Eugene, you know I love you for your weather.
I was first attracted to the strong shoulders of your seasons. Each spring brings slow surprises, and fall seems to furl forever. Summer’s always better than we deserve and winters often flee before we know it. I chose you because you have more weather than any place else I know.
Who can scatter their showers better than you? Your summer squalls can cover half a block. Rainbows are never out of season here. I figure on most days, you give us three days’ worth of weather. That’s like living to be 100 before we hit middle age. And I’m not even counting the weather we ward away with umbrellas we carry but don’t use.
I love it when others complain about our weather. It keeps the secret hidden and the population down.

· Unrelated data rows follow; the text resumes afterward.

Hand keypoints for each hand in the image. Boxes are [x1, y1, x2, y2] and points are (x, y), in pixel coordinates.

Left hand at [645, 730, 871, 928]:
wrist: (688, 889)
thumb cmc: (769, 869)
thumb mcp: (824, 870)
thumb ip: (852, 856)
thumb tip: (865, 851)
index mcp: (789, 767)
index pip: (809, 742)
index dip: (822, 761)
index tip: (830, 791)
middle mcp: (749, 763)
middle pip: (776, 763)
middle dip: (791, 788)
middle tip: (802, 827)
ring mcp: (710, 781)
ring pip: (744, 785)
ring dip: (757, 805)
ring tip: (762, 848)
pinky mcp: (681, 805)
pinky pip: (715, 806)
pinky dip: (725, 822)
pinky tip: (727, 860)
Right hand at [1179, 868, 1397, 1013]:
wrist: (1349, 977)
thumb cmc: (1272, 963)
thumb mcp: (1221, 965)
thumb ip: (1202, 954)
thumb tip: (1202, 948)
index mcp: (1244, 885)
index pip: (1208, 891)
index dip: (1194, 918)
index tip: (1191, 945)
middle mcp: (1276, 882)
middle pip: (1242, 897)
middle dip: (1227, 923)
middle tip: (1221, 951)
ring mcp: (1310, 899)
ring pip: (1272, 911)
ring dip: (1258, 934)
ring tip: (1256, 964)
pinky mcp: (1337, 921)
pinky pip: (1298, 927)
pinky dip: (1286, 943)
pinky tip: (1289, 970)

Where else can people see you as a hero because you look good in gray? But lately, how can I put this gently? They’ve not been your best days.
Usually you’re better than this. When you’re cold, you’re clear; and when you’re wet, you’re warm. But several days in the past couple of weeks have been neither this nor that. Not quite cold and not quite rainy — and yet, too much of both.

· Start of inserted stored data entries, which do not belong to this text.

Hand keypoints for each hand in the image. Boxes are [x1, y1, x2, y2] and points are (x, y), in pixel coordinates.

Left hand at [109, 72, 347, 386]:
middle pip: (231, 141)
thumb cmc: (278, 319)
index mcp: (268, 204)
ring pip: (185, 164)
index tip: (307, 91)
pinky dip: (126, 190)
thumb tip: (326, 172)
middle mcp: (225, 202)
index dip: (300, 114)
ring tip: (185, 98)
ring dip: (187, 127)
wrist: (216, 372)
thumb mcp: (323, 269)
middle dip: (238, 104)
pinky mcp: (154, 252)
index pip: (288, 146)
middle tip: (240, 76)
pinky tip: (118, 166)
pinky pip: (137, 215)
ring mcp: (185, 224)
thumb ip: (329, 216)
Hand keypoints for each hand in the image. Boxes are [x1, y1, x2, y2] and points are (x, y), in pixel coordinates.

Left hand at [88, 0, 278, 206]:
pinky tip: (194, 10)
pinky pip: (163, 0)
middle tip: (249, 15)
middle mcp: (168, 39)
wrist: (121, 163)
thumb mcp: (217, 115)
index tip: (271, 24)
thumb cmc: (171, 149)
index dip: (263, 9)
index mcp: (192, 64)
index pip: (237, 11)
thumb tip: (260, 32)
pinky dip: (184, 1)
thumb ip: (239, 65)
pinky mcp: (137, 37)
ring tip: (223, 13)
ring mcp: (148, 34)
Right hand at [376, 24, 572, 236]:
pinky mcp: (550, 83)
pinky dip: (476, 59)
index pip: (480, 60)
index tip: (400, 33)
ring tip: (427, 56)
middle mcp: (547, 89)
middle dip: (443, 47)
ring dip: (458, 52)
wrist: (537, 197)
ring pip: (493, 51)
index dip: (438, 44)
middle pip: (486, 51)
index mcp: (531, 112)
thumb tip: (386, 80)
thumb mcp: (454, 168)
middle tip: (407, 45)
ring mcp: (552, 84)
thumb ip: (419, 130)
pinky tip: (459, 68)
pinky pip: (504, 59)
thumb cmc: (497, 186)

Will it snow? Will it rain? Will it freeze? “Maybe” is a good answer only when it hasn’t happened yet. Too many days recently have earned a “maybe” after the fact. How did the steps get damp? Did I forget some layer that I should have worn?
Those few days have been not quite anything. Is that rain or is moisture condensing on me like a beer bottle in summer? Is that the sun, or did somebody spill some yellow that fell the wrong direction? It’s not quite clear. I don’t know where I stand.
I’ve never been good with the intermittent wiper settings of life. As a child, I wondered why anyone would ever use the “low” setting on a fan. Medium salsa always feels like a compromise. Sleeves can be sometimes rolled up and so they should.
Friends complain about your June gloom — those few days when summer gets shoved back into the future tense. Others dislike the teasingly summery days you drop into March most years. I tell them they don’t understand you, that you’re at your best when you keep everyone guessing.
But these recent days of “Meh” don’t keep people guessing. What do you say about a day that’s not quite anything? I’m content not knowing what weather you’ll bring today or tomorrow. Not knowing what we got yesterday is harder for me to take.
Kitchen blenders announce loudly that the indistinct is coming. These days have felt like life in a blender — but without the thunder. When everything’s a compromise, nobody ever gets what they want. We all want to feel like a winner, at least once in a while.
I love your winters best of all. The rain, the cold, the wind! I like them best when they come separately, I must admit. But then again, housebound has its own pleasures. I’d never read a book without your winter days. The crackle of a fire and the pelting rain outside make very good music together. Whip that wind and let it pour! Or whiten the noise and everything else with a blast of cold.
Nobody does snow days better than Eugene. We walk in the middle of the streets, daring cars to compete. We feel like post-industrial anarchists or wide-eyed children, wondering whether there’s a difference.
We love our snowpeople for more than their gender neutrality. We know they’ll outlast whatever blanket lies beneath them, asserting what was against whatever comes next. The here-and-now makes room for there-and-then. We remember best the lessons we learned too late. We’ve taught ourselves to mobilize against frigid nights. Thomas Egan, we remember you — even if we never knew you.
We’re ready for winter, Eugene. Give it to us, cold and hard. But save us from these middling days of nothing in particular.